▶ Exercise
As you look over the data below, please find each line where the word "true" appears, then copy it.

[Available data — start]

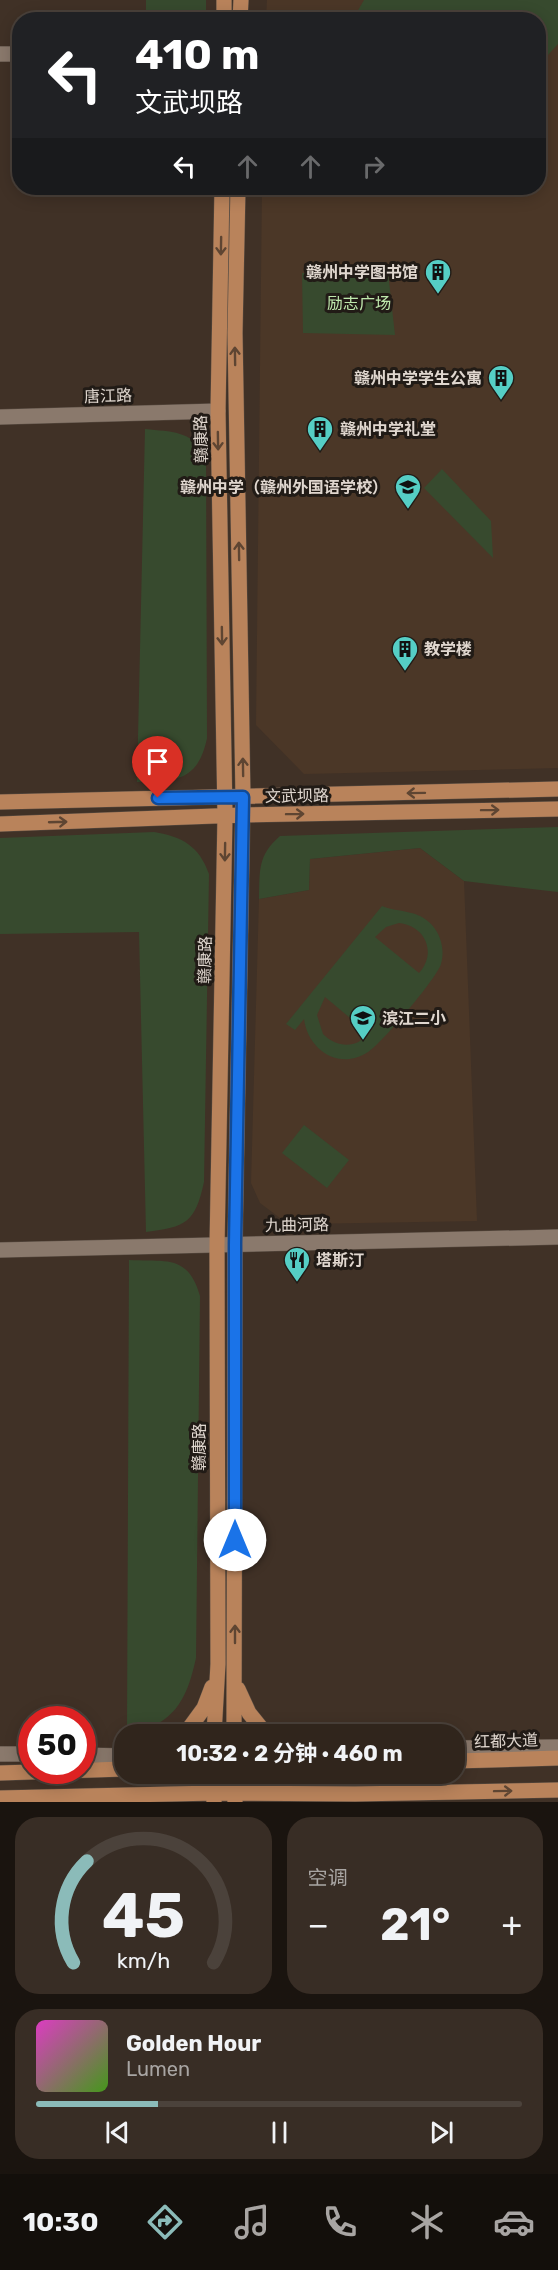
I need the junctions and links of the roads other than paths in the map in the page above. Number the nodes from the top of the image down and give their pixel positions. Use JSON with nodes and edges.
{"nodes":[{"id":1,"x":222,"y":195,"type":"edge"},
{"id":2,"x":238,"y":195,"type":"edge"},
{"id":3,"x":218,"y":411,"type":"junction"},
{"id":4,"x":0,"y":417,"type":"edge"},
{"id":5,"x":558,"y":789,"type":"edge"},
{"id":6,"x":225,"y":796,"type":"junction"},
{"id":7,"x":243,"y":797,"type":"junction"},
{"id":8,"x":0,"y":802,"type":"edge"},
{"id":9,"x":558,"y":809,"type":"edge"},
{"id":10,"x":242,"y":815,"type":"junction"},
{"id":11,"x":225,"y":816,"type":"junction"},
{"id":12,"x":0,"y":824,"type":"edge"},
{"id":13,"x":558,"y":1236,"type":"edge"},
{"id":14,"x":235,"y":1244,"type":"junction"},
{"id":15,"x":217,"y":1245,"type":"junction"},
{"id":16,"x":0,"y":1250,"type":"edge"},
{"id":17,"x":218,"y":1664,"type":"junction"},
{"id":18,"x":235,"y":1676,"type":"junction"},
{"id":19,"x":192,"y":1724,"type":"edge"},
{"id":20,"x":215,"y":1724,"type":"edge"},
{"id":21,"x":234,"y":1724,"type":"edge"},
{"id":22,"x":258,"y":1724,"type":"edge"},
{"id":23,"x":558,"y":1747,"type":"edge"},
{"id":24,"x":465,"y":1748,"type":"edge"},
{"id":25,"x":0,"y":1754,"type":"edge"},
{"id":26,"x":18,"y":1754,"type":"edge"},
{"id":27,"x":558,"y":1758,"type":"edge"},
{"id":28,"x":96,"y":1759,"type":"edge"},
{"id":29,"x":465,"y":1761,"type":"edge"},
{"id":30,"x":114,"y":1764,"type":"edge"},
{"id":31,"x":114,"y":1767,"type":"edge"},
{"id":32,"x":0,"y":1773,"type":"edge"},
{"id":33,"x":214,"y":1784,"type":"edge"},
{"id":34,"x":235,"y":1784,"type":"edge"},
{"id":35,"x":558,"y":1790,"type":"edge"},
{"id":36,"x":355,"y":1794,"type":"junction"},
{"id":37,"x":115,"y":1796,"type":"junction"},
{"id":38,"x":0,"y":1798,"type":"edge"},
{"id":39,"x":213,"y":1799,"type":"edge"},
{"id":40,"x":236,"y":1799,"type":"edge"},
{"id":41,"x":136,"y":1802,"type":"edge"},
{"id":42,"x":315,"y":1802,"type":"edge"}],
"edges":[{"from":1,"to":3,"type":"main road","name":"赣康路","one_way":true},
{"from":7,"to":2,"type":"main road","one_way":true},
{"from":3,"to":4,"type":"street","name":"唐江路"},
{"from":3,"to":6,"type":"main road","name":"赣康路","one_way":true},
{"from":5,"to":7,"type":"main road","name":"文武坝路","one_way":true},
{"from":6,"to":7,"type":"main road","name":"文武坝路"},
{"from":6,"to":8,"type":"main road","name":"文武坝路"},
{"from":6,"to":11,"type":"main road","name":"赣康路"},
{"from":7,"to":10,"type":"main road"},
{"from":10,"to":9,"type":"main road","name":"文武坝路","one_way":true},
{"from":10,"to":11,"type":"main road","name":"文武坝路"},
{"from":10,"to":14,"type":"main road"},
{"from":12,"to":11,"type":"main road","name":"文武坝路","one_way":true},
{"from":11,"to":15,"type":"main road","name":"赣康路","one_way":true},
{"from":13,"to":14,"type":"street","name":"九曲河路"},
{"from":14,"to":15,"type":"street","name":"九曲河路"},
{"from":18,"to":14,"type":"main road","one_way":true},
{"from":15,"to":16,"type":"street","name":"九曲河路"},
{"from":15,"to":17,"type":"main road","name":"赣康路"},
{"from":17,"to":19,"type":"main road"},
{"from":17,"to":20,"type":"main road","name":"赣康路"},
{"from":18,"to":21,"type":"main road"},
{"from":18,"to":22,"type":"main road"},
{"from":23,"to":24,"type":"street"},
{"from":25,"to":26,"type":"street"},
{"from":27,"to":29,"type":"main road","name":"红都大道"},
{"from":28,"to":30,"type":"street"},
{"from":31,"to":32,"type":"main road"},
{"from":33,"to":39,"type":"main road"},
{"from":34,"to":40,"type":"main road"},
{"from":36,"to":35,"type":"main road","one_way":true},
{"from":36,"to":40,"type":"main road"},
{"from":36,"to":42,"type":"main road"},
{"from":37,"to":38,"type":"main road"},
{"from":37,"to":39,"type":"main road"},
{"from":37,"to":41,"type":"main road"},
{"from":39,"to":40,"type":"main road"}]}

[Available data — finish]

▶ Task answer
"edges":[{"from":1,"to":3,"type":"main road","name":"赣康路","one_way":true},
{"from":7,"to":2,"type":"main road","one_way":true},
{"from":3,"to":6,"type":"main road","name":"赣康路","one_way":true},
{"from":5,"to":7,"type":"main road","name":"文武坝路","one_way":true},
{"from":10,"to":9,"type":"main road","name":"文武坝路","one_way":true},
{"from":12,"to":11,"type":"main road","name":"文武坝路","one_way":true},
{"from":11,"to":15,"type":"main road","name":"赣康路","one_way":true},
{"from":18,"to":14,"type":"main road","one_way":true},
{"from":36,"to":35,"type":"main road","one_way":true},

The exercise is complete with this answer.